Sunday Skills: the weekly (ish, and I’m sure you’ve noticed that it’s Monday) article about the little ideas in art that can have a big impact.

 

The Point (Del Rey Books), Cover Detail – painted 2017.

RULES, Part 2

Yesterday as a part of my ongoing Sunday Skills article I introduced some ideas about the temporary nature of all rules. This article will pick up exactly where that one left off. So now you’ve read it? Great! 

I want to discuss a relatively useless rule here today, as a hyperbolic example that can point out the limitations of all rules.

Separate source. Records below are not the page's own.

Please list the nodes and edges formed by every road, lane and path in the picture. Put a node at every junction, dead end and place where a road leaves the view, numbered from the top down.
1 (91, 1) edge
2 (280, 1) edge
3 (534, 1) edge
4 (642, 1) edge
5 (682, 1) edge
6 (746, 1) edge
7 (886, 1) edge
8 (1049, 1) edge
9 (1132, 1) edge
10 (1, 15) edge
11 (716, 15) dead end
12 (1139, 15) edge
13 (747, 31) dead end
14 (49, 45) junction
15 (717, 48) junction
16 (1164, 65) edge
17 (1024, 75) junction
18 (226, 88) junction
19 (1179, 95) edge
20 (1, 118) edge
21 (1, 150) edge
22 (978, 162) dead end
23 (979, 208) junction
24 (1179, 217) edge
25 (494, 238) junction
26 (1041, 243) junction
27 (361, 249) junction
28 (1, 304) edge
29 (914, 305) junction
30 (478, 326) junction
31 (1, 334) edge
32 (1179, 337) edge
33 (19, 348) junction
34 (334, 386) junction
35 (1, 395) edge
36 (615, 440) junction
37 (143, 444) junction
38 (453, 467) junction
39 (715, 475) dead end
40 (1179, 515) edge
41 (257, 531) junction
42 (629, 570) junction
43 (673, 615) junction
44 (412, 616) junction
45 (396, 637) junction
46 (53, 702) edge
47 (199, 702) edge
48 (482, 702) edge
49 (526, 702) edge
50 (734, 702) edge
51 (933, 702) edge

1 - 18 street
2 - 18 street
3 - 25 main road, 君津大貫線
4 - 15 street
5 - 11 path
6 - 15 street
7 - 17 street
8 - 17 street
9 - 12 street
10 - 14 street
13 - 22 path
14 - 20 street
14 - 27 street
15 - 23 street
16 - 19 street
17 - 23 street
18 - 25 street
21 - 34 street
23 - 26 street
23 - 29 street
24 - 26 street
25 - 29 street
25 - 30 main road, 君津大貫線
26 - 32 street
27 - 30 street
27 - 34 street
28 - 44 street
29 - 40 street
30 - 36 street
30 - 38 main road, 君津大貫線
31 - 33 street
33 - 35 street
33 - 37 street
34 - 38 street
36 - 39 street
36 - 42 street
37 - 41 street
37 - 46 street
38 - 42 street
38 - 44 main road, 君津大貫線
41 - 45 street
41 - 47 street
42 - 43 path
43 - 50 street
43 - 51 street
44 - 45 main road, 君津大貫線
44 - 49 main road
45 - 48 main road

On the podcast I once mentioned a simple guideline for avoiding Value issues, something like “when composing with value, try to avoid Holes.” Because this came across as a rule, it spawned an entire ecosystem of questions based around Holes, and soon I realized I would have to try and not phrase things in quite that way. As people tried to avoid creating Holes, they caused a number of other, larger issues, and overlooked useful solutions they might otherwise have accepted – not a great resumé for a rule. BUT, the confusion about Holes became a great example of how rules are only made to be broken (or abandoned).

In the language of Value, what’s a “Hole,” anyways?

 

 

A Hole is a piece of critical information that’s painted in the value key of the background. The drawing on the left doesn’t contain any Holes; we’re pretty sure what this is (even if it’s boring), and the solid silhouette all hangs together. We understand the left-hand drawing quickly and easily, and the only question we’re left with is why it’s drawn so badly. It’s drawn that way because artistic principles need to be assessed in complete isolation and undeniable simplicity to prevent confusion, and also because I’m lazy, so shush.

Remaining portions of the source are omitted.